The model checker, whether enumerative or symbolic, works by performing a reachability analysis of the input HRM model, as follows.
1. The model is parsed into an internal representation that directly reflects the hierarchical structure in the input.
2. The authors have implemented an enumerative checker based on depth-first search and a symbolic search that uses BDD packages from VIS [20] .
3. The enumerative algorithm has the following features.
(a) It takes as input a set of top-level modes and a set of global variables that these modes can read and modify. The property to be verified (say, an invariant) is also an input. (d) The transition relation is represented as a map from control points to a list of pairs containing destinations of edges along with MDDs encoding the corresponding guarded commands. In this representation each transition is much smaller than the counterpart used in a flat representation. This is possible because local variables in distinct modes are not simultaneously active and the mapping provides information on control points. The typing and scoping information of the original model is maintained during compilation to achieve this economy.
(e) The reachability computation computes reachable states at each control point. When a top mode M i gets control for the first time, it starts the image computation from its entry point by following the transitions until the control gets stuck.
(f) The image computation returns an MDD S i that contains the information about where and how the control inside M i gets stuck.
(g) In the first iteration, each top mode is given a chance to do the first image computation. The next iteration is started by building a current onion ring for top mode M i based on the stuck sets i S i . The current onion ring is a map from the control points where the control became stuck during the last image computation at M i to newly reached states obtained from image computations at top modes other than M i .
(h) By applying the image computation to the current onion ring at M i , the control may continue from those stuck control points.
(i) The algorithm terminates if all the onion rings for top modes are empty i.e., no new states can be reached at any control point.
Discussion
1. Unlike statecharts, HRMs have well-defined entry and exit points and the transitions can connect to a mode only at its entry/exit points. A mode in an HRM, unlike a state, can be instantiated more than once, leading to sharing. The communication between the top-level modes is via shared variables. The local and global variables in HRMs follow the usual scoping rules in block structured languages. Actions (guarded commands) are associated with only transitions and not modes or control points. All this makes the model substantially different from the statecharts model, and difficult to apply the technique to traditional statecharts.
2. The authors state in [1] that the experimental evidence to support the thesis that the proposed solution leads to more tractable analysis than compilation into a non-hierarchical checker is small. However, they claim that there is adequate conceptual evidence in their favour.
Future Directions
We have reviewed a number of approaches for verification of statecharts-like descriptions. All the tools except [7] are prototypical academic tools accepting a subset of features and having a wide variety of semantics ranging from STATEMATE semantics, UML semantics to synchronous semantics.
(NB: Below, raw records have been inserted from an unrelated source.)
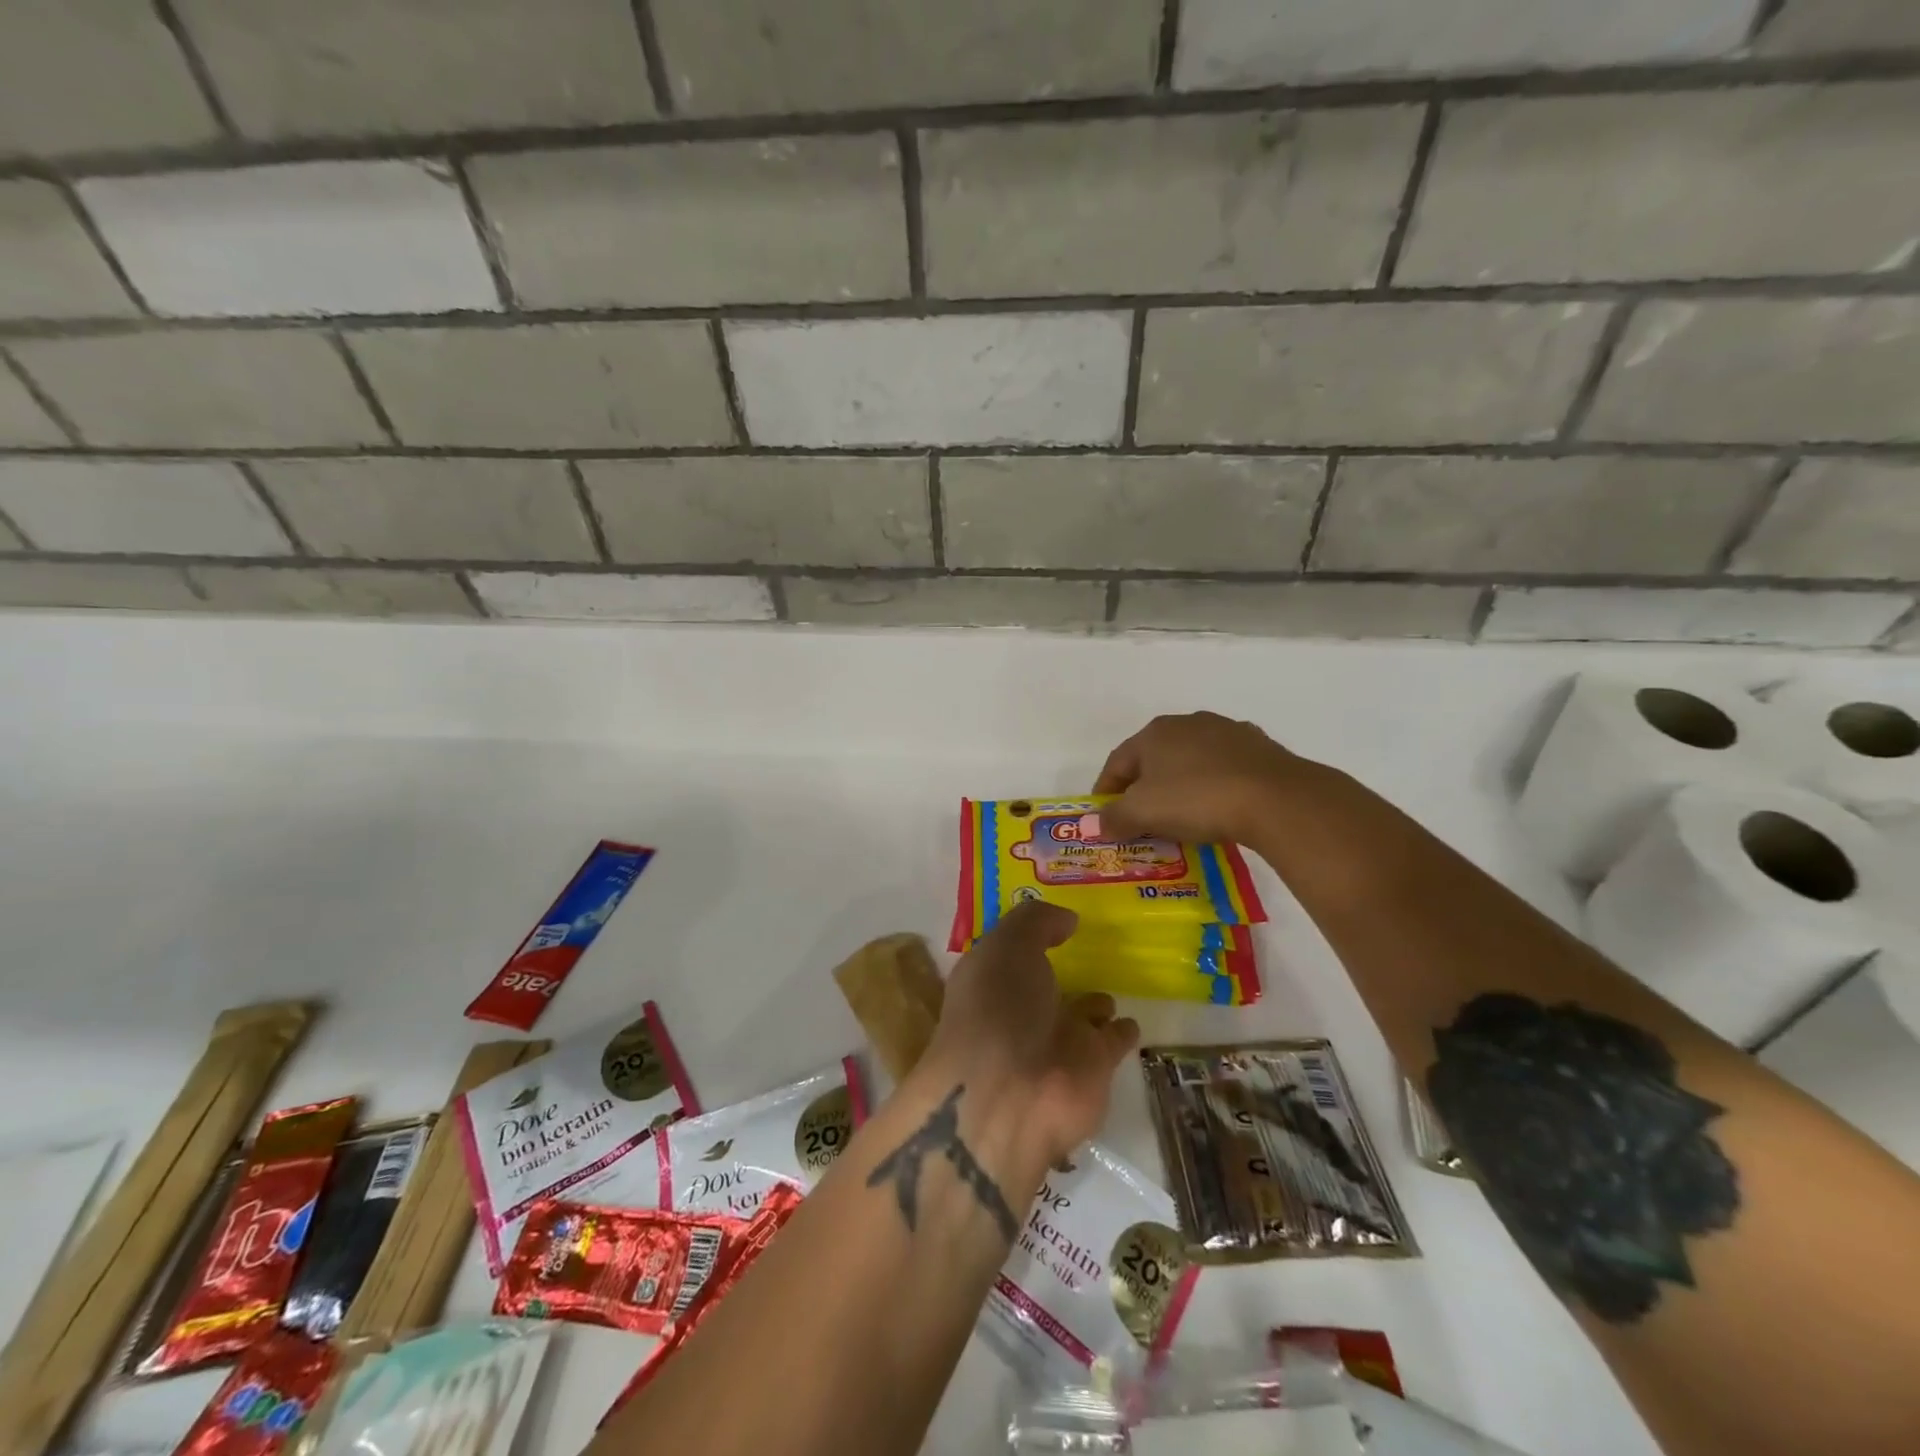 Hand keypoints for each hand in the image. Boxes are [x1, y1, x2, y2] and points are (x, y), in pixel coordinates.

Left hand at [918, 902, 1139, 1168]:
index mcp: (990, 981)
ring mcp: (1054, 1042)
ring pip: (1078, 1015)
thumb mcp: (1009, 944)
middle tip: (1091, 948)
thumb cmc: (998, 1007)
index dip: (1024, 937)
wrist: (1012, 1094)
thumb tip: (1067, 919)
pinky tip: (1132, 1020)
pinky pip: (1111, 1042)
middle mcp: (1019, 1011)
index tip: (1050, 918)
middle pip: (1042, 985)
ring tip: (1111, 985)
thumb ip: (1037, 922)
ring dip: (1092, 1003)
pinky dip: (1121, 1031)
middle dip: (1058, 971)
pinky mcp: (1091, 1069)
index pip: (1007, 954)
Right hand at [1094, 711, 1305, 846]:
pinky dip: (1216, 785)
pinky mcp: (1260, 747)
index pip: (1117, 762)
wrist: (1275, 798)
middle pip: (1154, 759)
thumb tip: (1100, 823)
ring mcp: (1227, 731)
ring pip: (1191, 761)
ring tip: (1182, 816)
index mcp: (1154, 733)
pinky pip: (1225, 768)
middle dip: (1144, 787)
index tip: (1104, 818)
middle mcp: (1188, 723)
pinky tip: (1221, 806)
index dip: (1106, 791)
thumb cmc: (1196, 799)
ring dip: (1181, 784)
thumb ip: (1114, 817)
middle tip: (1141, 818)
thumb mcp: (1142, 813) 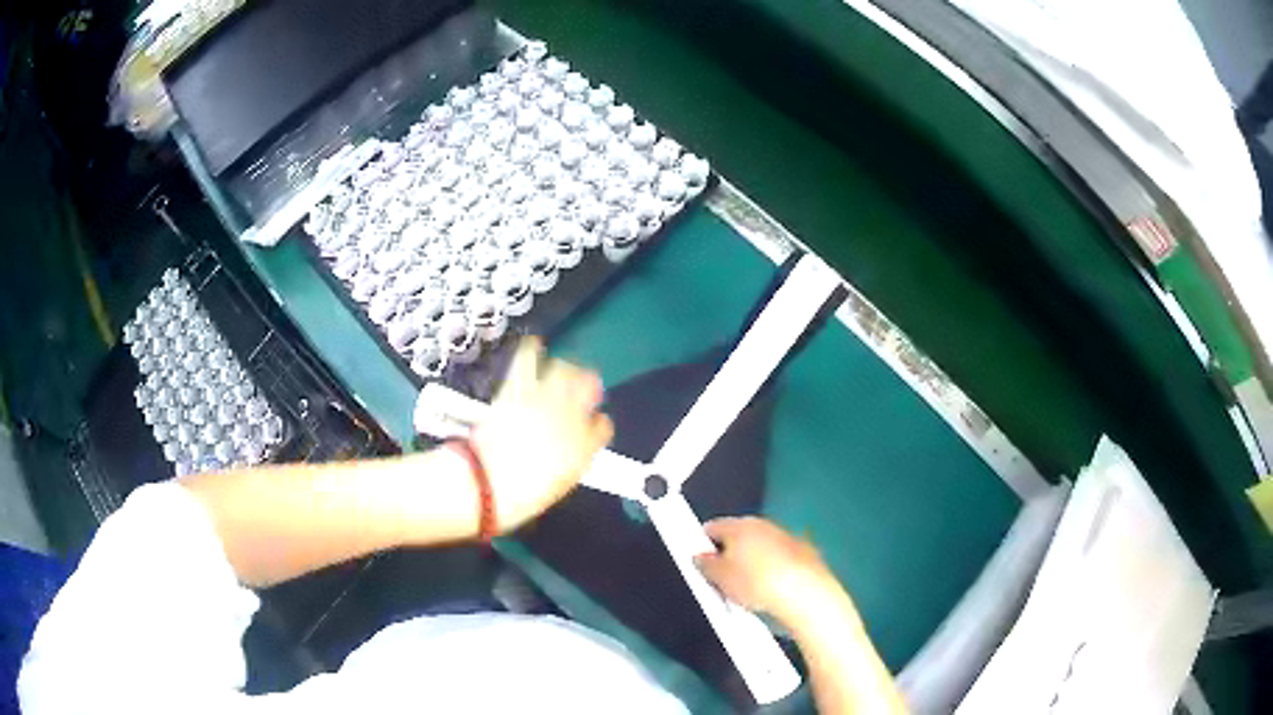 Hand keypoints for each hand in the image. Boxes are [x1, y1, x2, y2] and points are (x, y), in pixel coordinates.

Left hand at [471, 337, 613, 531]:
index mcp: (583, 448)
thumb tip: (576, 450)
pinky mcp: (516, 391)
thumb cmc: (520, 496)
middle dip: (589, 385)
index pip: (602, 427)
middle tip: (586, 385)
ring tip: (566, 367)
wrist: (486, 484)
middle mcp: (569, 418)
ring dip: (568, 368)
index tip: (594, 425)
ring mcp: (542, 401)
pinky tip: (534, 344)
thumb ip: (571, 463)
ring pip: (565, 371)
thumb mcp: (555, 486)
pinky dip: (532, 351)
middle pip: (588, 389)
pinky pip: (527, 363)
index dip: (597, 424)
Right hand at [696, 517, 842, 628]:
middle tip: (722, 579)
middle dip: (729, 553)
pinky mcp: (804, 552)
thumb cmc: (756, 584)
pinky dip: (773, 569)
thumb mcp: (719, 579)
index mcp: (739, 525)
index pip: (712, 527)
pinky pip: (779, 558)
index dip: (702, 544)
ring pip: (760, 546)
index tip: (699, 562)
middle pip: (738, 535)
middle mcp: (763, 524)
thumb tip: (701, 556)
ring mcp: (785, 536)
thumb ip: (704, 564)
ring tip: (747, 589)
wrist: (805, 593)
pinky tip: (771, 589)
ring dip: (752, 561) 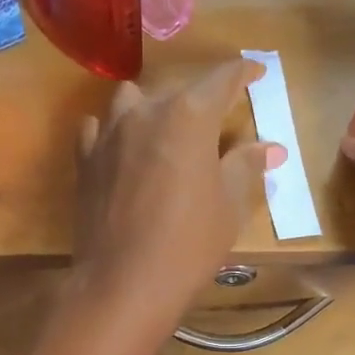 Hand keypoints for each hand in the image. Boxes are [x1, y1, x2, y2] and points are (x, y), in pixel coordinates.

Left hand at [72, 59, 284, 336]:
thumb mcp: (229, 205)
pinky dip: (113, 130)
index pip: (222, 78)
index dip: (243, 73)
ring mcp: (109, 133)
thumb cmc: (189, 243)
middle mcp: (146, 111)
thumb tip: (269, 147)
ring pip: (131, 99)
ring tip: (164, 130)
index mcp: (189, 115)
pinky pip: (97, 128)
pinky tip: (122, 148)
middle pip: (177, 89)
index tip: (255, 73)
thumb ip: (246, 166)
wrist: (124, 281)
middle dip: (200, 98)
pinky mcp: (85, 159)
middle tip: (216, 120)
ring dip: (151, 106) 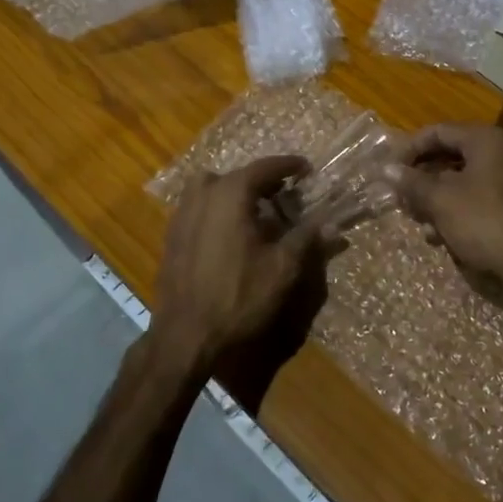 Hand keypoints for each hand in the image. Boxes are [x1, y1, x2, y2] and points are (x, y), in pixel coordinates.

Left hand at [153, 156, 321, 376]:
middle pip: (235, 175)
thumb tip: (331, 223)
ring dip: (234, 193)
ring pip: (211, 189)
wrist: (186, 335)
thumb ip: (306, 238)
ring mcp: (181, 215)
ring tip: (256, 212)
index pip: (264, 168)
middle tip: (283, 193)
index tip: (306, 168)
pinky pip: (198, 209)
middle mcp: (202, 196)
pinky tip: (231, 235)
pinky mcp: (171, 237)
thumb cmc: (239, 296)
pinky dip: (217, 210)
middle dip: (261, 180)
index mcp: (230, 194)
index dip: (288, 165)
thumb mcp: (282, 268)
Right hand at [388, 124, 502, 287]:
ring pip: (457, 182)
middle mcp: (497, 154)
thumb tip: (386, 169)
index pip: (437, 132)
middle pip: (447, 156)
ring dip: (432, 198)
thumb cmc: (483, 221)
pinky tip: (436, 236)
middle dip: (420, 177)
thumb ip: (412, 182)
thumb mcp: (440, 199)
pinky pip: (470, 201)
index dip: (409, 148)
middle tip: (398, 195)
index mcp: (485, 141)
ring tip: (414, 218)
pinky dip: (450, 213)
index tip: (388, 169) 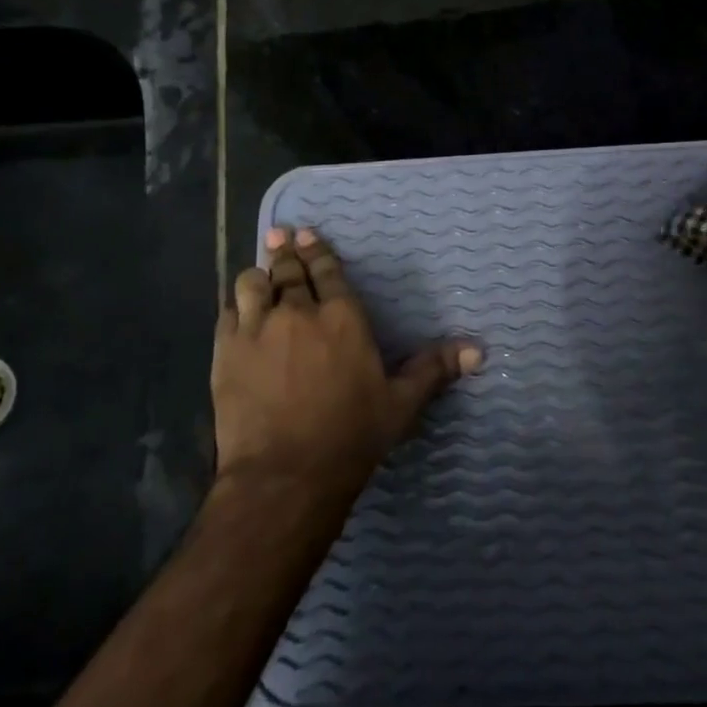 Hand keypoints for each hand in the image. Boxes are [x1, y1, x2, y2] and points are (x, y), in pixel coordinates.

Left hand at [212, 227, 481, 489]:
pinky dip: (236, 306)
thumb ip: (434, 369)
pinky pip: (228, 313)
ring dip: (259, 276)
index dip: (318, 250)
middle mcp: (298, 313)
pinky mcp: (227, 352)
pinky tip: (238, 309)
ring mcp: (257, 330)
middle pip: (289, 271)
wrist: (286, 474)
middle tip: (281, 236)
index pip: (328, 272)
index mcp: (342, 319)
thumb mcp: (401, 403)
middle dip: (287, 252)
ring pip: (253, 284)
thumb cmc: (351, 435)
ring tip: (261, 272)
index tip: (307, 233)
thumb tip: (479, 350) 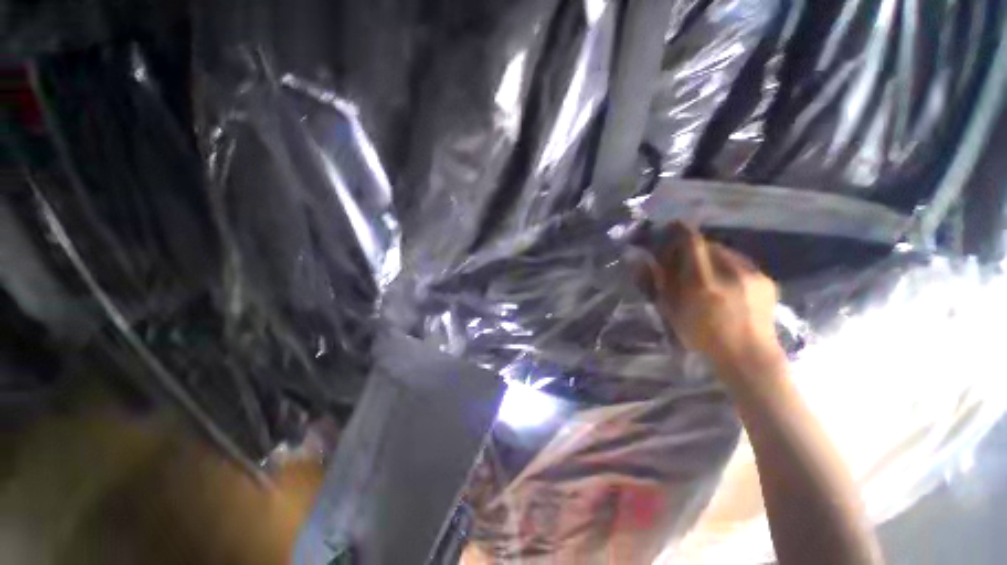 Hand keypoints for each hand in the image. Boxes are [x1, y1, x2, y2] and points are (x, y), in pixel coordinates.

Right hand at [649, 224, 783, 379]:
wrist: (748, 357)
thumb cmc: (702, 337)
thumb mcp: (672, 311)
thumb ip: (660, 282)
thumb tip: (646, 259)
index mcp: (702, 282)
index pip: (692, 242)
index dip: (680, 230)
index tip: (672, 226)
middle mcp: (729, 272)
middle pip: (709, 244)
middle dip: (694, 247)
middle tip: (685, 259)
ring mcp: (752, 274)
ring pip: (726, 252)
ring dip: (712, 256)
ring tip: (706, 273)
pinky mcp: (766, 279)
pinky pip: (742, 262)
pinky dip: (729, 266)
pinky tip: (726, 283) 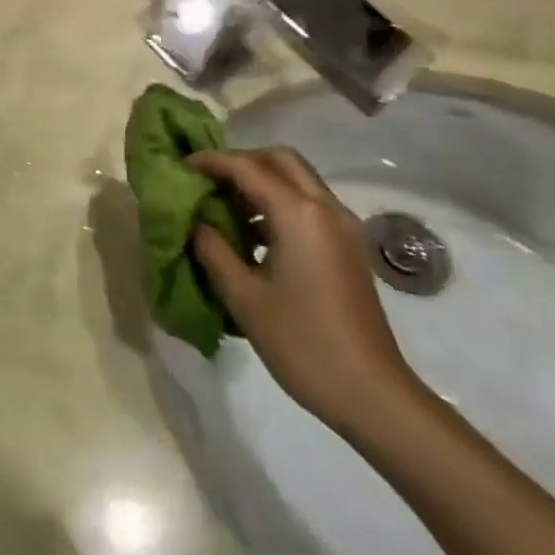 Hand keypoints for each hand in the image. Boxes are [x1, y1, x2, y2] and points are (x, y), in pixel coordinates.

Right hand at [189, 148, 419, 432]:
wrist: (371, 394)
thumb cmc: (302, 343)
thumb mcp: (244, 297)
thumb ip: (214, 251)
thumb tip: (197, 224)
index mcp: (298, 214)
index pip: (248, 168)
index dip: (212, 161)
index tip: (183, 165)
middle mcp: (325, 208)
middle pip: (280, 160)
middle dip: (242, 161)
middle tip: (210, 180)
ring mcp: (342, 227)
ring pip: (298, 180)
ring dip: (262, 181)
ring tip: (226, 207)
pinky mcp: (348, 247)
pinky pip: (309, 204)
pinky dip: (280, 203)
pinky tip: (256, 236) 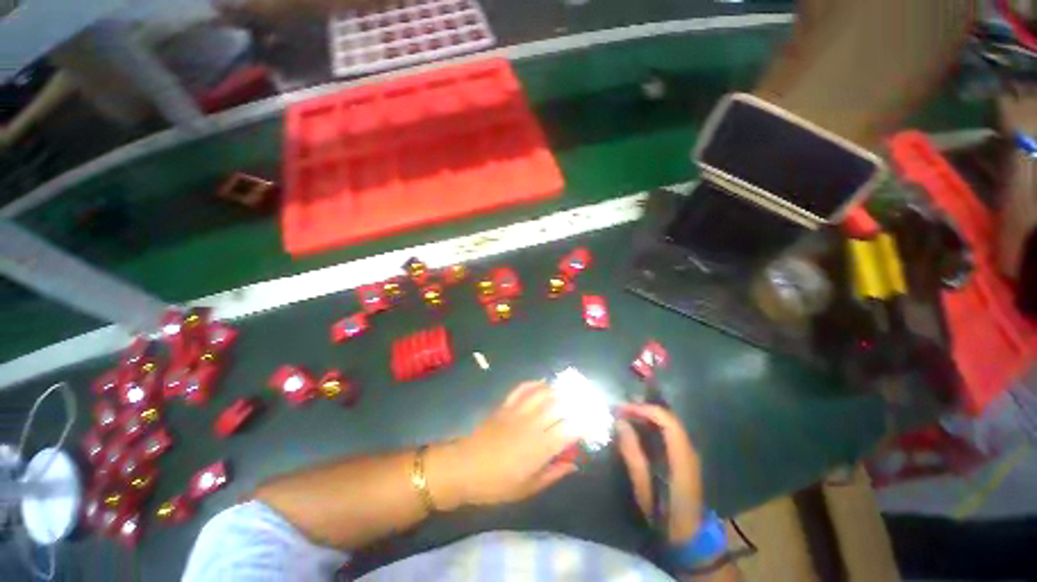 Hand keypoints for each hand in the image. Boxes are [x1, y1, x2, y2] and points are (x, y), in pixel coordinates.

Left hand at [446, 381, 579, 506]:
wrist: (465, 467)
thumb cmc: (497, 484)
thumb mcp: (528, 488)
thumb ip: (553, 474)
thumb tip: (574, 464)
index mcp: (540, 447)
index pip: (569, 430)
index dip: (584, 424)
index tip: (593, 423)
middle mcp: (532, 424)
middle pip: (559, 406)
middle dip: (575, 403)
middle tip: (584, 402)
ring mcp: (518, 411)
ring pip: (543, 393)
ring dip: (557, 390)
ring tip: (566, 392)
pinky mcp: (505, 405)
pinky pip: (522, 388)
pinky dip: (534, 383)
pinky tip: (542, 383)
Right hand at [616, 404, 703, 544]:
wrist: (688, 537)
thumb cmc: (664, 514)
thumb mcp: (643, 486)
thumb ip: (632, 452)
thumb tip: (620, 423)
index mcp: (681, 456)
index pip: (667, 421)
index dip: (645, 409)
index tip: (624, 409)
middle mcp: (688, 450)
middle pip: (668, 418)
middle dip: (644, 409)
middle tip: (621, 407)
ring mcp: (688, 454)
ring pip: (668, 424)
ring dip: (647, 416)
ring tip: (625, 413)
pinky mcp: (683, 458)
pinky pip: (667, 433)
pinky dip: (652, 425)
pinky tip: (637, 428)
All the tools translate statechart descriptions into another modelling language which can then be verified. The back-end modelling languages, except the one in [3] , do not exhibit the high level features like hierarchy and synchronous or step semantics of statecharts. In the process of translation, these high level features are removed. For example, hierarchical statecharts are flattened leading to large state space. This will come in the way of scalability of the proposed approaches. On the other hand, the input language of HRMs in Alur et al, though retaining the hierarchical structure, is significantly different from statecharts. Also, except for the work reported in [7, 41, 46] , there is no traceability between the front-end and back-end design models, which is an important requirement, if one wants to debug the design based upon the verification report. Finally, very few of the tools, with the exception of the STATEMATE Verification Environment described in Secrefsve, have been tested on actual industrial examples.
Our future work will focus on all these aspects to arrive at a more mature tool for verification of statecharts. Here we identify some research issues that would address the gaps in the current approaches to verification of statecharts.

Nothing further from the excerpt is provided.